Когда святых мучеников вели из города к так называемой Марсовой горе, Дионисий благодарил Господа за все милости Его, явленные ему во время земной жизни, и молил принять его в Свое Небесное Царство; потом, пришедши на место казни, преклонил главу свою и был усечен тупой секирой равно как и спутники его — Рустик и Елевферий. При этом благоволил Бог сотворить преславное чудо в память великого угодника Своего — обезглавленный и лежавший на земле Дионисий силою Божиею встал и, взявши в руки главу свою, прошел с нею два поприща до того места, где устроена была христианская церковь. Там он отдал ее одной благочестивой женщине, называвшейся Катуллою, и снова пал на зем- лю. Многие из язычников, видевшие это чудо, уверовали во Христа и умножили собой число мучеников. Катулла, приняв главу святого страдальца, пожелала взять и тело его и для сего пригласила в свой дом приставленных к нему стражей, угощением и подарками удержала их у себя на несколько времени, а между тем христиане, по ее наставлению, взяли тело Дионисия и погребли его на том месте, где он подал главу свою Катулле. Здесь в последствии времени воздвигнута великолепная обитель, существующая и доныне в предместии Парижа под именем аббатства св. Дионисия. Священномученик сей пострадал на 90 году своей жизни, около 100 года по Р. X.

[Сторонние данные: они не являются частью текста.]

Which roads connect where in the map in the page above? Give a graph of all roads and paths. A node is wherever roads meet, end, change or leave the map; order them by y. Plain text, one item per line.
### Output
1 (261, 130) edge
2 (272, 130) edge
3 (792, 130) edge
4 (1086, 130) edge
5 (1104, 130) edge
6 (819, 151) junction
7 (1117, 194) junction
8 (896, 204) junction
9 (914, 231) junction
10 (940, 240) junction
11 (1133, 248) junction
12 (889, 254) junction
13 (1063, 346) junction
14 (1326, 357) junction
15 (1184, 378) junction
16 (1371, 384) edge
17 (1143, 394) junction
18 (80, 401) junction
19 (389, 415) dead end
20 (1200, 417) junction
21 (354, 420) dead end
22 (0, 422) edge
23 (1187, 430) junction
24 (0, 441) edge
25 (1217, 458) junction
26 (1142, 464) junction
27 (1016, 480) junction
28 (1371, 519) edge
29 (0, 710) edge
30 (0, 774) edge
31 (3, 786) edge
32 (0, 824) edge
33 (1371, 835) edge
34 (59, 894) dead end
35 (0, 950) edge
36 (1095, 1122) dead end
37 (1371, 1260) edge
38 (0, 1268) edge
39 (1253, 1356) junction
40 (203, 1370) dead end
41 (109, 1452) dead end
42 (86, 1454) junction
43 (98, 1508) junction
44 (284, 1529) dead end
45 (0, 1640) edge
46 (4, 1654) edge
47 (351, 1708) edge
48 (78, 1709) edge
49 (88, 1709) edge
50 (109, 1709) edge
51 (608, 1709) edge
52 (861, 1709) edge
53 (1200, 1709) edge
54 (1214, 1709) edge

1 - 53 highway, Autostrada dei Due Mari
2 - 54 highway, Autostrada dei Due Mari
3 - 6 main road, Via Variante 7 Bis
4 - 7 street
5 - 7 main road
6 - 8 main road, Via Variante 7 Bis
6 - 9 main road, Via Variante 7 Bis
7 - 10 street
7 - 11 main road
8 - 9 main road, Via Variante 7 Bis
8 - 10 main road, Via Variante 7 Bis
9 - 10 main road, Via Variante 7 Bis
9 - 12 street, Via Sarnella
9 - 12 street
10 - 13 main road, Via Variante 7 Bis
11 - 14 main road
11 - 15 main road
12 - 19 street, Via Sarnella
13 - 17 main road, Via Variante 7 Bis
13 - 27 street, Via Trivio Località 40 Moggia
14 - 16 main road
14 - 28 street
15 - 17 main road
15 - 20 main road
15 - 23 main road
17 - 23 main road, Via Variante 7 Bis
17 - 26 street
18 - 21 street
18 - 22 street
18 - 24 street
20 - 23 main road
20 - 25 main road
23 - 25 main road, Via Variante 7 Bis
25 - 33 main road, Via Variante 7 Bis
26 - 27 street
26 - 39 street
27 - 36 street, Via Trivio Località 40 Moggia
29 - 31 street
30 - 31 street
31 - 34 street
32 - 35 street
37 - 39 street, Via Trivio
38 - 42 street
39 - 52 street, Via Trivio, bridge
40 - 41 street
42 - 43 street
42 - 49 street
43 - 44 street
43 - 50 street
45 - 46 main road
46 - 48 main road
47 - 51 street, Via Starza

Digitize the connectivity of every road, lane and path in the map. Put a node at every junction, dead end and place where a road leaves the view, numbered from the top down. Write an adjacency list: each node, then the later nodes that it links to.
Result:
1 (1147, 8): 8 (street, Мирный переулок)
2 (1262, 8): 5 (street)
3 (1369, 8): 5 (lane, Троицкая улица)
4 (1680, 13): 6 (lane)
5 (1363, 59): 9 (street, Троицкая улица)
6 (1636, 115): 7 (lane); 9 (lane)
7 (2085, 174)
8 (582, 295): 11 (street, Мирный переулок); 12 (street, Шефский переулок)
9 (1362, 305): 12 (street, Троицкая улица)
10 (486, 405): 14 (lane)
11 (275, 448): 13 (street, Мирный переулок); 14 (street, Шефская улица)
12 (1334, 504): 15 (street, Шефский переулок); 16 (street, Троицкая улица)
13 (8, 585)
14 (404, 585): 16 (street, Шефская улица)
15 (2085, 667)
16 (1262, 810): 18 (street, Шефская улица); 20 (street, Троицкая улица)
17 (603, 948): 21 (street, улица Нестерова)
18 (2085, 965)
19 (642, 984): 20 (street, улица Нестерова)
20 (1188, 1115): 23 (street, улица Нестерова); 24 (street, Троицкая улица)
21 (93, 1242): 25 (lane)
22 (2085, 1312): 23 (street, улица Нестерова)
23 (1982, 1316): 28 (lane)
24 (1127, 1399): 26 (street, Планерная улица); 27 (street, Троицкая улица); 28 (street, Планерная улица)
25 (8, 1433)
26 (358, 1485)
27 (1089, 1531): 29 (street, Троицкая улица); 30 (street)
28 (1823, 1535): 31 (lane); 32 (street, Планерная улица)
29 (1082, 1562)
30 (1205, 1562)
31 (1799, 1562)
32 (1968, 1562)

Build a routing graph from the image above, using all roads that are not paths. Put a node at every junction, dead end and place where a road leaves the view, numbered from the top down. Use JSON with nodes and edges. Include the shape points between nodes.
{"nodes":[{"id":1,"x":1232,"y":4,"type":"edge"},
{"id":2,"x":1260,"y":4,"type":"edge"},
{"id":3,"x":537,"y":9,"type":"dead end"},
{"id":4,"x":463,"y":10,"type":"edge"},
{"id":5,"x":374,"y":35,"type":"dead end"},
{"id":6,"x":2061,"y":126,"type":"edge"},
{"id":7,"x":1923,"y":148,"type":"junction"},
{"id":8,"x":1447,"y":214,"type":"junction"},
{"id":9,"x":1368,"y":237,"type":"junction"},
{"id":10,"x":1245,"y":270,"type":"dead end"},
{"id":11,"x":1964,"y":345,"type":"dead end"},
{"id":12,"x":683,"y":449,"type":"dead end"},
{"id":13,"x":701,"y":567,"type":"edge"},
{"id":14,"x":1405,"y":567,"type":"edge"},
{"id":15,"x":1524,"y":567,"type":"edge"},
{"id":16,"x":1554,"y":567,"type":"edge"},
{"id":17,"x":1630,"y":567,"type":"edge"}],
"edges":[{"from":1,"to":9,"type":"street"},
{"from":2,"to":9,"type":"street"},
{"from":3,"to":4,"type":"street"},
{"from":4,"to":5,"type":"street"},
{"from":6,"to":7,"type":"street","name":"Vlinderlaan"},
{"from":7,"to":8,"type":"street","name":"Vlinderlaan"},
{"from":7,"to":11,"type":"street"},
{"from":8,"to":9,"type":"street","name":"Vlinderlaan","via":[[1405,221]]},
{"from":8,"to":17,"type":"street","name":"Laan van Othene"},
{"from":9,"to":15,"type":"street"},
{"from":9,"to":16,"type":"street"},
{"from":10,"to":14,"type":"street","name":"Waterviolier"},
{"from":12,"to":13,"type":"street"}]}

Святой Дионисий, современник апостольский, получивший первые наставления в вере христианской от учителя языков, удостоился слышать проповеди и других апостолов Христовых, в обществе которых находился в то время, когда все они были собраны к погребению Пресвятой Богоматери. Он сам свидетельствует о себе, что был в Иерусалиме у гроба Господня, где видел и слышал Иакова, брата Божия, верховного апостола Петра, Иоанна Богослова, Тимофея и иных многих братий, проповедовавших учение евангельское. Из написанных сочинений сохранились донаших времен следующие: 1) о небесной иерархии, 2) о церковной иерархии, 3) об именах Божиих, 4) о таинственном богословии и 5) десять писем к разным современным ему лицам.